I casually made my way to the Tuesday night auditions, rocking wet hair, sweats and an old high school basketball shirt (I thought I rocked it). I won’t lie, I was extremely nervous and more than a little bit ready to run off the stage. I’m an athlete and I can do fine at try-outs, because I know that I can rely on skill and talents that I have practiced thousands of times. Auditions are a whole new ball game for me. I have no skills, no talent, merely the general overconfidence I like to bring into anything I do. They had us warming up with some little tongue-twister about Betty buying bitter butter (how do you buy bitter butter in the first place, Betty?) and then we did some fun improv-like activities to get the creative juices flowing.
Long story short, we ran through quite a few different sketches with different people and with different attitudes for the characters. I think that trying to get into a character was the most difficult part for me. As individuals, we bring our own experiences to everything that we do, along with bringing our own views on how we think a script should be read. I thought that one of my characters was pretty funny when I acted out the skit, only to have one of directors tell me to act it out from a completely different perspective. It was pretty mind-boggling sometimes, after playing a character as a rather tough and snooty person, then to be asked to play them as delicate and fragile person! After I left, I had mixed feelings about how I did, part of me wanted to be confident and proud of how I did, while the other half told myself to expect disappointment when the casting lists came out.

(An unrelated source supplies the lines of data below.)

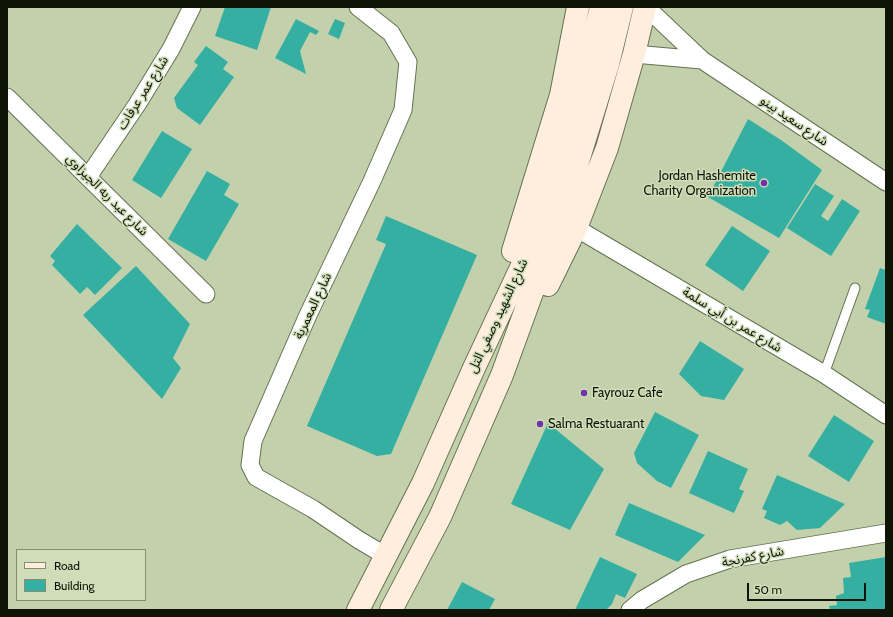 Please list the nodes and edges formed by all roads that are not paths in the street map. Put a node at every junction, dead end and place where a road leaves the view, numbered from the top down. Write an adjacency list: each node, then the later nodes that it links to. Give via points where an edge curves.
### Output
1 (192, 7): 10 (street, شارع عمر عرفات, via 138,103)
2 (358, 7): 21 (street, شارع المعمرية, via 391,32 408,62 403,110 253,441 250,465 256,477 313,509)
3 (578, 7): 16 (main road, via 561,95)
4 (601, 7): 12 (main road, شارع الشهيد وصفي التل)
5 (622, 7): 12 (main road, شارع الشهيد وصفي التل, via 608,64)
6 (645, 7): 7 (main road); 8 (street, شارع سعيد بينو)
7 (634, 54): 8 (street, شارع سعيد بينو); 13 (main road, via 607,148)
8 (702, 60): 11 (street, شارع سعيد بينو)
9 (7, 97): 10 (street, شارع عبد ربه الجيزاوي)
10 (88, 177): 15 (street, شارع عبد ربه الجيزاوي)
11 (886, 182)
12 (561, 186): 16 (main road, شارع الشهيد وصفي التل); 18 (main road, شارع الشهيد وصفي التل)
13 (576, 228): 17 (street, شارع عمر بن أبي سلمة); 18 (main road)
14 (855, 288): 17 (lane)
15 (206, 294)
16 (474, 368): 21 (main road, شارع الشهيد وصفي التل, via 423,483)
17 (824, 374): 19 (street, شارع عمر بن أبي سلمة)
18 (502, 375): 23 (main road, شارع الشهيد وصفي التل, via 440,517)
19 (886, 415)
20 (886, 533): 24 (street, شارع كفرنجة, via 730,559 686,574)
21 (386, 556): 22 (main road, شارع الشهيد وصفي التل)
22 (358, 610)
23 (391, 610)
24 (630, 610) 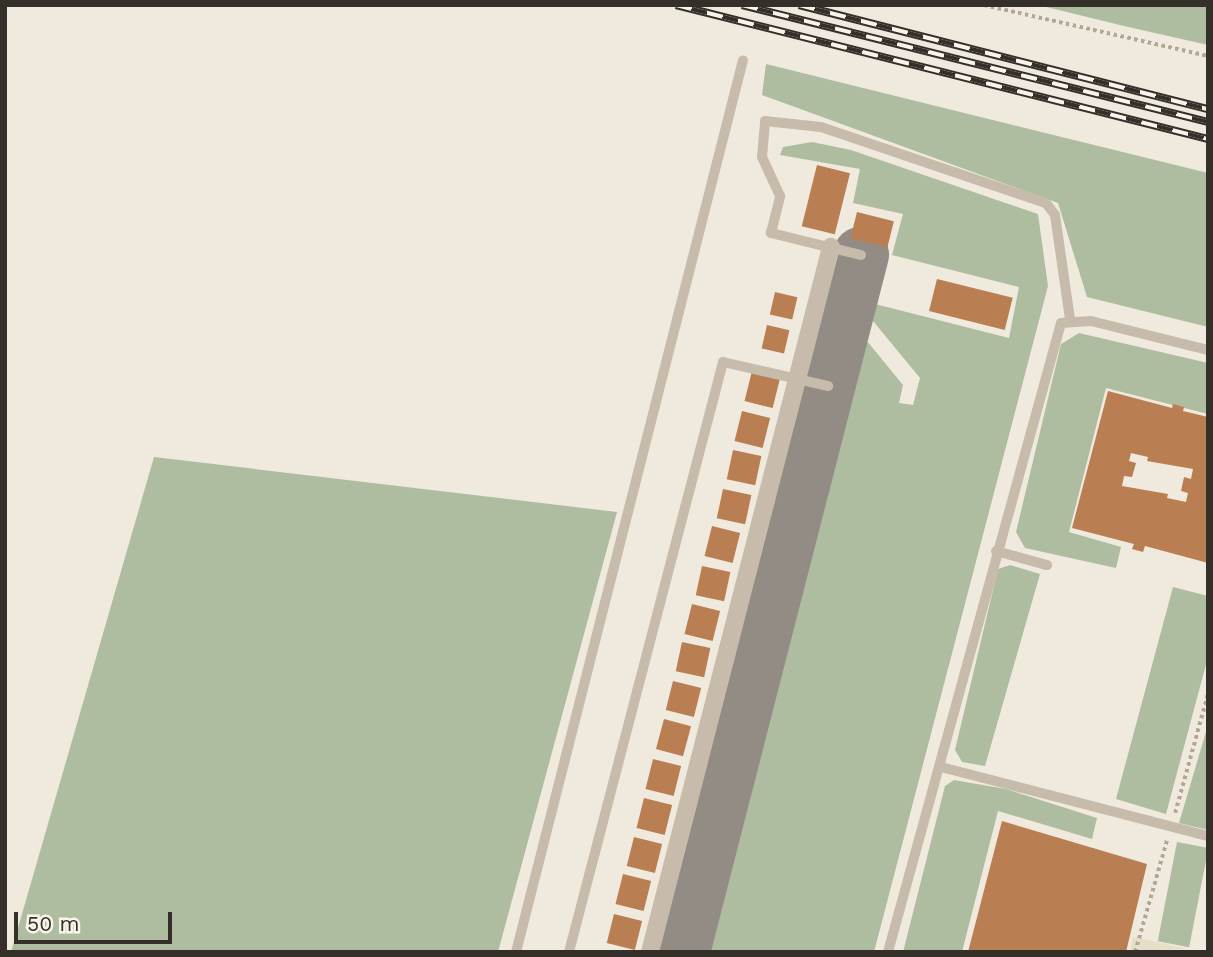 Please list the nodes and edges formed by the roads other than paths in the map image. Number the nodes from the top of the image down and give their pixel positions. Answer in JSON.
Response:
{"nodes":[{"id":1,"x":743,"y":60,"type":"dead end"},
{"id":2,"x":831,"y":247,"type":"junction"},
{"id":3,"x":861,"y":255,"type":"dead end"},
{"id":4,"x":1070,"y":319,"type":"junction"},
{"id":5,"x":1208,"y":350,"type":"edge"},
{"id":6,"x":797,"y":379,"type":"junction"},
{"id":7,"x":828,"y":386,"type":"dead end"},
{"id":8,"x":996,"y":551,"type":"junction"},
{"id":9,"x":1047,"y":565,"type":"dead end"},
{"id":10,"x":941,"y":767,"type":"junction"},
{"id":11,"x":1208,"y":836,"type":"edge"},
{"id":12,"x":516,"y":952,"type":"edge"},
{"id":13,"x":569,"y":952,"type":"edge"},
{"id":14,"x":650,"y":952,"type":"edge"},
{"id":15,"x":888,"y":952,"type":"edge"}],
"edges":[{"from":1,"to":12,"type":"lane"},
{"from":2,"to":3,"type":"lane"},
{"from":2,"to":4,"type":"lane"},
{"from":2,"to":6,"type":"street"},
{"from":4,"to":5,"type":"lane"},
{"from":4,"to":8,"type":"lane"},
{"from":6,"to":7,"type":"lane"},
{"from":6,"to":13,"type":"lane"},
{"from":6,"to":14,"type":"street"},
{"from":8,"to":9,"type":"lane"},
{"from":8,"to":10,"type":"lane"},
{"from":10,"to":11,"type":"lane"},
{"from":10,"to":15,"type":"lane"}]}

The directors made us wait 4 days. The suspense was killing me and I was ready to send an email demanding that someone put me out of my misery and tell me I wasn’t cast in any of the sketches!
As a checked my email on Saturday night, I was ecstatic to discover I was cast in two of the sketches in the show! It is a little difficult to express my emotions in text, but I’ll just say my neighbors came over to ask if I was okay and to make sure no one was killing me.
It is still a little difficult to imagine that I, Melissa Moberg, was cast in something theatre-related, especially considering my past history. It was just one of the incidents where you have to put yourself out there, and I am so happy that I did.